Task instructions → Among the entries, find the lines with the string "Brise" and report them.

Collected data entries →

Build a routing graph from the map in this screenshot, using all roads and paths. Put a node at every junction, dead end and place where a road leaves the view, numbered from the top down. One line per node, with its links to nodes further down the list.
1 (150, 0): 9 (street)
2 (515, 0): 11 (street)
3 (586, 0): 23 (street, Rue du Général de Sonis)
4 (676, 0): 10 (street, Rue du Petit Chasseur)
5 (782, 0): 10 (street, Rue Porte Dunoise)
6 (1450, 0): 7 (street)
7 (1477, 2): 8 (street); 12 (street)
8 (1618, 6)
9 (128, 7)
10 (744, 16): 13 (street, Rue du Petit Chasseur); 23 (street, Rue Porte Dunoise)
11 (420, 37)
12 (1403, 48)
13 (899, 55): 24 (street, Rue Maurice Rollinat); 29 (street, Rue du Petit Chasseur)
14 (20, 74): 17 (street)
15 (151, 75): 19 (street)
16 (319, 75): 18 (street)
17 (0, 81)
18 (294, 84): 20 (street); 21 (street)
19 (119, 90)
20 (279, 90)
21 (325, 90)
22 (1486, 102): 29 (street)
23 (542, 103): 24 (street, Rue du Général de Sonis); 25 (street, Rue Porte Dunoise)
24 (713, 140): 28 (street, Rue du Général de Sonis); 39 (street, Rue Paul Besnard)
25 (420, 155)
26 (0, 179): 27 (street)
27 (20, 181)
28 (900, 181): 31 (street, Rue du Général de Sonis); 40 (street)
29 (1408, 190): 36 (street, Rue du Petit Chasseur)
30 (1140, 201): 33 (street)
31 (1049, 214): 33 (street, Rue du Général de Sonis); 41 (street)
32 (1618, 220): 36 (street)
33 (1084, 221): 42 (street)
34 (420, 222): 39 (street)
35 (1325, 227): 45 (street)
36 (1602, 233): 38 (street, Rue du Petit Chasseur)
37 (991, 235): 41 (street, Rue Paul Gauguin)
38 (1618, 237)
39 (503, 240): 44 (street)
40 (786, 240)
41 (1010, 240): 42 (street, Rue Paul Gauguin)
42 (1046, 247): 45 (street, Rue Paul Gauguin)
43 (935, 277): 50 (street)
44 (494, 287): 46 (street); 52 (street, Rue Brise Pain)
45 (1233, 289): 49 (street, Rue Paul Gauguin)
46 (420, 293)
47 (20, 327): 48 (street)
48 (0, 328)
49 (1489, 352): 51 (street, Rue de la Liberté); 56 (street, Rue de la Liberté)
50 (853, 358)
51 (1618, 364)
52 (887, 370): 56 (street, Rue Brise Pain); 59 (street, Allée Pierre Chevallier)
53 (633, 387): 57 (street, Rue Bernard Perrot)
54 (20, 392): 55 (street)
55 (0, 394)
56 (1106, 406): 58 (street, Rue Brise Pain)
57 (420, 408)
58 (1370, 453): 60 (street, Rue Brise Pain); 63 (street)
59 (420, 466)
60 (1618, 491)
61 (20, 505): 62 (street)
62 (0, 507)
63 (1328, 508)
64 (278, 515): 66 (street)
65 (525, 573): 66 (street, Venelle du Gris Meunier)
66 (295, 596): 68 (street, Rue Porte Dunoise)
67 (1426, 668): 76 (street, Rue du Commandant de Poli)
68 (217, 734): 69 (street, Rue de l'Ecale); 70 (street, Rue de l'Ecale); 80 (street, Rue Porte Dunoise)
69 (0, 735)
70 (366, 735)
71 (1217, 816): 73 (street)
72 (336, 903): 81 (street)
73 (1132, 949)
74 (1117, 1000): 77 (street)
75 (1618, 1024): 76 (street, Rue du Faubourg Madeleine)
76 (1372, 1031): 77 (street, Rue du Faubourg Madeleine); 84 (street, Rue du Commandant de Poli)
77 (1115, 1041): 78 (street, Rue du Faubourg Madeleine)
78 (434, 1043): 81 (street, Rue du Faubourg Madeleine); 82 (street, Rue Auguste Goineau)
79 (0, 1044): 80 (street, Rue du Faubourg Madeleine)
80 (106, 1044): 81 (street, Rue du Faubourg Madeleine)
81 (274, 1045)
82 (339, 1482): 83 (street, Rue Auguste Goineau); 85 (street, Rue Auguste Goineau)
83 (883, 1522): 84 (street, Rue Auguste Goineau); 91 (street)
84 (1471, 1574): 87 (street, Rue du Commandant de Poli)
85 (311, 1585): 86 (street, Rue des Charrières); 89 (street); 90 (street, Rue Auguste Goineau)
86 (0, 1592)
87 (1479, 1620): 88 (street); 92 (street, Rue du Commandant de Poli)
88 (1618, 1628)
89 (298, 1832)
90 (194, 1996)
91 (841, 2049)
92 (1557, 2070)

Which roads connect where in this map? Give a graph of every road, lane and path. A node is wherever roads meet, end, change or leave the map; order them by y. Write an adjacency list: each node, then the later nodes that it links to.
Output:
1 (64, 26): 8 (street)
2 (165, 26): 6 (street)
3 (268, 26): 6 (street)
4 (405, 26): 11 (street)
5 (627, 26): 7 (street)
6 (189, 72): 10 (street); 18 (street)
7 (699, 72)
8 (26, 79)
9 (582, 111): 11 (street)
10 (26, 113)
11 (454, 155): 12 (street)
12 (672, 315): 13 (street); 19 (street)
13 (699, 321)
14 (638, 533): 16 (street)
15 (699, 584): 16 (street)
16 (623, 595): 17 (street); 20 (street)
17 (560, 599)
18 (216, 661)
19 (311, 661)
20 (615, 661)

Reply to the task →
44 (494, 287): 46 (street); 52 (street, Rue Brise Pain)
52 (887, 370): 56 (street, Rue Brise Pain); 59 (street, Allée Pierre Chevallier)
56 (1106, 406): 58 (street, Rue Brise Pain)
58 (1370, 453): 60 (street, Rue Brise Pain); 63 (street)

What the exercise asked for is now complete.